Dr. Marco Amato is currently a postdoctoral researcher at the Czech Technical University in Prague, working within the SOFFA ERC-CZ project. He received his Ph.D. in Solid and Structural Mechanics from the University of Trento, Italy. His research focuses on the nonlinear behavior of deformable solids under multiphysics loading, integrating analytical, variational, and computational approaches in solid and structural mechanics. Dr. Amato has made significant contributions to the understanding of configurational forces in nonlinear elasticity, instabilities in contact problems, and the mechanics of magneto-responsive materials. His work includes the development of variationally consistent constitutive models for magnetorheological elastomers, with an emphasis on polyconvex formulations that capture finite strain effects and complex multiphysics couplings.

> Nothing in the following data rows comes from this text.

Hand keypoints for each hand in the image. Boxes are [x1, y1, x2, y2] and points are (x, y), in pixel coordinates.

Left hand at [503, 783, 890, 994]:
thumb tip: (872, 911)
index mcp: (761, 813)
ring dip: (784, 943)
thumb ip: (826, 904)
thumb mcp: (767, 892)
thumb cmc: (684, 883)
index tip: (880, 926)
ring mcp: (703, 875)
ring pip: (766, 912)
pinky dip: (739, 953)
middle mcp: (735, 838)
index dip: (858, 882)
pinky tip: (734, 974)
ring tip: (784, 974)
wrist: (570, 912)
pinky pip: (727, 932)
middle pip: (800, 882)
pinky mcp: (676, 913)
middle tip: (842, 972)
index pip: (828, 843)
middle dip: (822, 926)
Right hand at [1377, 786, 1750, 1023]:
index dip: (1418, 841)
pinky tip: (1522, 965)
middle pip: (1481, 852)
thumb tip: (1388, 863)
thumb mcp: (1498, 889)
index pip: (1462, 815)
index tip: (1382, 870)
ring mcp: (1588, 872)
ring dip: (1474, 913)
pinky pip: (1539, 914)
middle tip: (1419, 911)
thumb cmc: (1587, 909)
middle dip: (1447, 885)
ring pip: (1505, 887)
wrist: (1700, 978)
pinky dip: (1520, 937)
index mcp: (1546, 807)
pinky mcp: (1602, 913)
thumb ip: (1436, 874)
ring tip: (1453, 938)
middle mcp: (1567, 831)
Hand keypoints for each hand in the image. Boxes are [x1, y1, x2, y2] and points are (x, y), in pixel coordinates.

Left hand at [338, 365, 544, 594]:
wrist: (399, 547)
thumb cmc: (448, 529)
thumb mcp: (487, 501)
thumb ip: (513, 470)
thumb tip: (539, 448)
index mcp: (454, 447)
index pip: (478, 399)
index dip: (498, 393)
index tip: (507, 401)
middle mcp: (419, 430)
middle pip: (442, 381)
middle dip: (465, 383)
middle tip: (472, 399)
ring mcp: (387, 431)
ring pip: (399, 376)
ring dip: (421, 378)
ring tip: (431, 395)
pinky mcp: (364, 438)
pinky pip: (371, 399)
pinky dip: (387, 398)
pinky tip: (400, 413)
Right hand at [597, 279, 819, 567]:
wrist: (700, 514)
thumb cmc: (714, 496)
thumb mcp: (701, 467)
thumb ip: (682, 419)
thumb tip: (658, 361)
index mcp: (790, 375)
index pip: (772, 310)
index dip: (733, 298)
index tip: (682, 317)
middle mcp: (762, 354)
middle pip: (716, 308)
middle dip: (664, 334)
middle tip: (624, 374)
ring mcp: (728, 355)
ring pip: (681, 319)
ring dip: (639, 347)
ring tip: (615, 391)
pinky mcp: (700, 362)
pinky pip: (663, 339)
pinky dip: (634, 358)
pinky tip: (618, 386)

These models have been implemented in open-source finite element software to enable accurate simulations of smart materials and structures. In his current research, he advances the application of magneto-mechanical coupling in soft active materials, with the goal of designing and controlling programmable structures through external magnetic fields.
Currently in his first year as a postdoctoral researcher in Mathematics at the Czech Academy of Sciences (UTIA) in the research group of Martin Kružík, he has obtained his PhD in Mathematics at the University of Vienna under the supervision of Ulisse Stefanelli. His PhD research focused on Variational models and methods in material science and evolution equations. In particular, his research aims to assess the applicability of a global-in-time variational principle, the Weighted Energy-Dissipation (WED) approach. This project focused on the variational formulation of problems arising from physics and material science. In particular, he has been working on semilinear gradient flows with state-dependent dissipation, optimal control of gradient flows, dynamics of hyperelastic materials, and Allen-Cahn/semilinear wave equation with dynamic boundary conditions.